VICTORY: Court Rules IRS Must Disclose Trump Tax Settlements to EPIC

December 4, 2021

A federal court has ruled in EPIC v. IRS II that the Internal Revenue Service must disclose any accepted offers in compromise—a type of settlement between the IRS and a taxpayer—entered into by former President Trump or his businesses. Although tax information is ordinarily confidential, federal law requires the IRS to release accepted offers in compromise because they are “affected with significant public interest” and because disclosure deters the IRS from striking generous settlements with “politically connected individuals.”

As part of its work to identify questionable financial dealings that threaten democratic institutions, EPIC filed a Freedom of Information Act request in 2018 for accepted offers in compromise and related return information concerning President Trump.
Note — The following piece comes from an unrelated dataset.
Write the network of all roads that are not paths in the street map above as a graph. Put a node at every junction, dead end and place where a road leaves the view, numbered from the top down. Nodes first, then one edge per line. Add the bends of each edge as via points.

The IRS refused EPIC’s request and asked the court to dismiss EPIC’s subsequent lawsuit, but the court denied the IRS’s motion on Friday. The court explained that the tax code “creates a FOIA obligation for the IRS to disclose return information to EPIC, to the extent that information is necessary to permit inspection of an accepted offer-in-compromise.”
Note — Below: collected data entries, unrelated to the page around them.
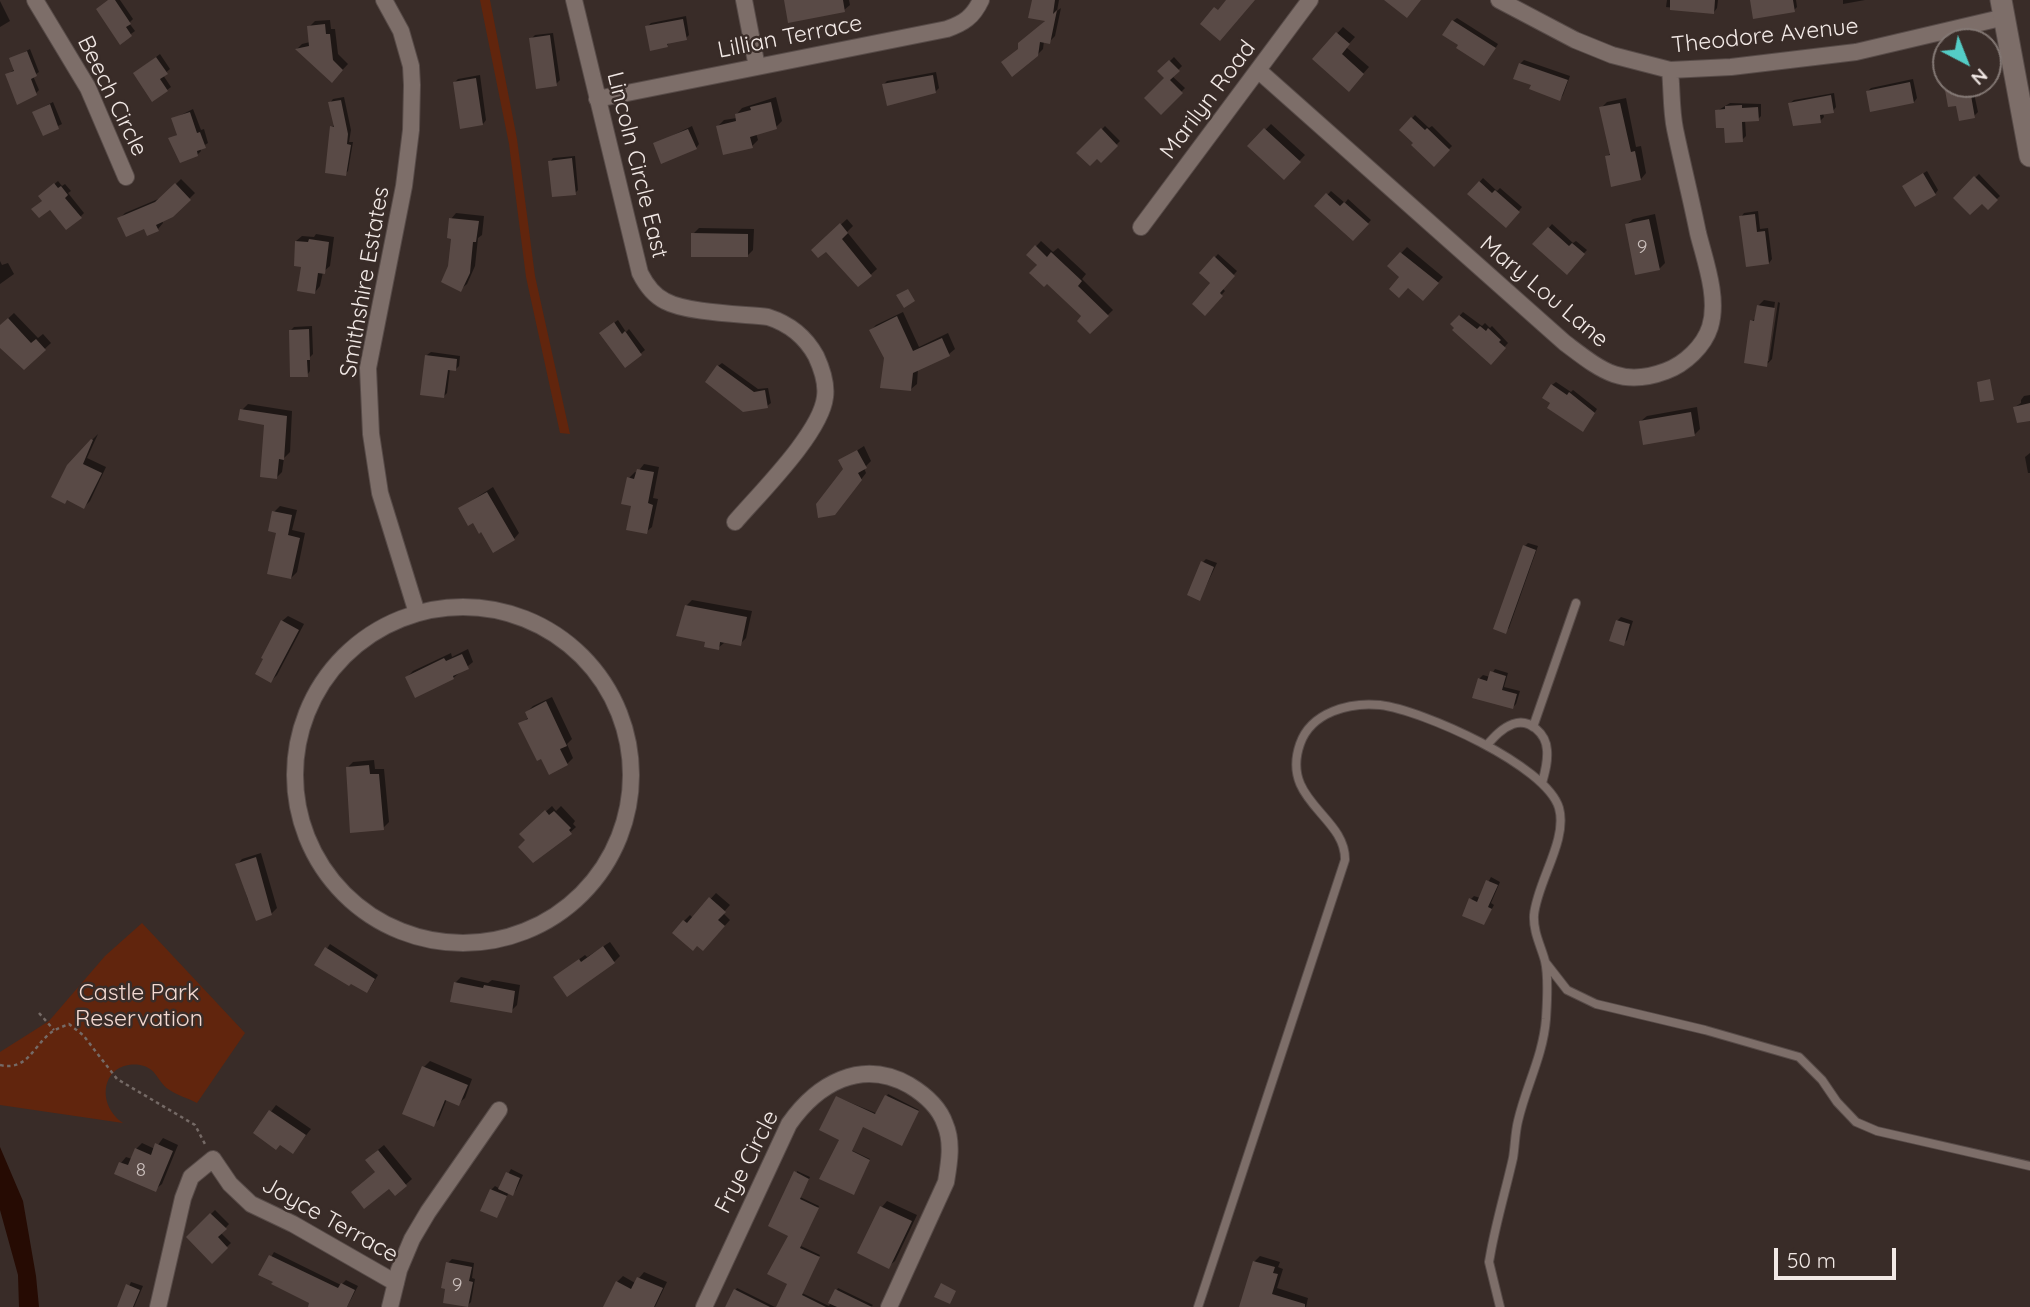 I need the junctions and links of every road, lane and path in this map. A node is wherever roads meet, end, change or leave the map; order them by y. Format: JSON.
{"nodes":[{"id":1,"x":36,"y":0,"type":"edge"},
{"id":2,"x":384,"y":0,"type":"edge"},
{"id":3,"x":574,"y":0,"type":"edge"},
{"id":4,"x":744,"y":0,"type":"edge"},
{"id":5,"x":981,"y":0,"type":"edge"},
{"id":6,"x":1310,"y":0,"type":"edge"},
{"id":7,"x":1499,"y":0,"type":"edge"},
{"id":8,"x":2003,"y":9,"type":"edge"},
{"id":9,"x":757,"y":67,"type":"junction"},
{"id":10,"x":1670,"y":70,"type":"junction"},
{"id":11,"x":1259,"y":71,"type":"junction"},
{"id":12,"x":597,"y":99,"type":"junction"},
{"id":13,"x":2030,"y":156,"type":"edge"},
{"id":14,"x":126,"y":177,"type":"dead end"},
{"id":15,"x":1142,"y":227,"type":"dead end"},
{"id":16,"x":735,"y":522,"type":"dead end"},
{"id":17,"x":1576,"y":603,"type":"dead end"},
{"id":18,"x":417,"y":613,"type":"junction"},
{"id":19,"x":1533,"y":727,"type":"junction"},
{"id":20,"x":1488,"y":746,"type":"junction"},
{"id":21,"x":1542,"y":783,"type":"junction"},
{"id":22,"x":1546,"y":963,"type":"junction"},
{"id":23,"x":39,"y":1013,"type":"dead end"},
{"id":24,"x":54,"y":1030,"type":"junction"},
{"id":25,"x":0,"y":1065,"type":"edge"},
{"id":26,"x":499,"y":1111,"type":"dead end"},
{"id":27,"x":213,"y":1159,"type":"junction"},
{"id":28,"x":2030,"y":1166,"type":"edge"},
{"id":29,"x":396,"y":1283,"type":"junction"},
{"id":30,"x":158,"y":1307,"type":"edge"},
{"id":31,"x":390,"y":1307,"type":"edge"},
{"id":32,"x":704,"y":1307,"type":"edge"},
{"id":33,"x":889,"y":1307,"type":"edge"},
{"id":34,"x":1198,"y":1307,"type":"edge"},
{"id":35,"x":1500,"y":1307,"type":"edge"}],
"edges":[{"from":1,"to":14,"type":"street","name":"Beech Circle"},
{"from":2,"to":18,"type":"street","name":"Smithshire Estates"},
{"from":3,"to":12,"type":"street","name":"Lincoln Circle East"},
{"from":4,"to":9,"type":"street"},
{"from":5,"to":9,"type":"street","name":"Lillian Terrace"},
{"from":6,"to":11,"type":"street","name":"Marilyn Road"},
{"from":7,"to":10,"type":"street","name":"Theodore Avenue"},
{"from":8,"to":10,"type":"street","name":"Theodore Avenue"},
{"from":8,"to":13,"type":"main road"},
{"from":9,"to":12,"type":"street","name":"Lillian Terrace"},
{"from":10,"to":11,"type":"street","name":"Mary Lou Lane"},
{"from":11,"to":15,"type":"street","name":"Marilyn Road"},
{"from":12,"to":16,"type":"street","name":"Lincoln Circle East"},
{"from":17,"to":19,"type":"lane"},
{"from":18,"to":18,"type":"street"},
{"from":19,"to":20,"type":"lane"},
{"from":19,"to":21,"type":"lane"},
{"from":20,"to":21,"type":"lane"},
{"from":20,"to":34,"type":"lane"},
{"from":21,"to":22,"type":"lane"},
{"from":22,"to":28,"type":"lane"},
{"from":22,"to":35,"type":"lane"},
{"from":23,"to":24,"type":"path"},
{"from":24,"to":25,"type":"path"},
{"from":24,"to":27,"type":"path"},
{"from":26,"to":29,"type":"street"},
{"from":27,"to":29,"type":"street","name":"Joyce Terrace"},
{"from":27,"to":30,"type":"street"},
{"from":29,"to":31,"type":"street"},
{"from":32,"to":33,"type":"street","name":"Frye Circle"}]}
The IRS must now conduct a search to identify any offers in compromise involving President Trump and disclose those records to EPIC. Notably, the New York Times reported last year that Trump and the Internal Revenue Service reached a tentative agreement in 2014 over a disputed $70 million tax refund—a deal that may be covered by EPIC’s FOIA request.

EPIC previously sought disclosure of President Trump’s tax returns in EPIC v. IRS I, arguing that disclosure was necessary to correct numerous factual misstatements made by the President. Last year, EPIC filed an amicus brief in Trump v. Vance urging the Supreme Court to allow the release of President Trump’s tax returns to a New York grand jury. EPIC wrote that the “longstanding practice of disclosing presidential tax returns reflects a central principle of modern democracies: privacy must sometimes yield to accountability.” The Court ultimately rejected Trump’s effort to categorically shield his tax returns from state prosecutors. EPIC’s ongoing case is EPIC v. IRS II, No. 18-902 (D.D.C.).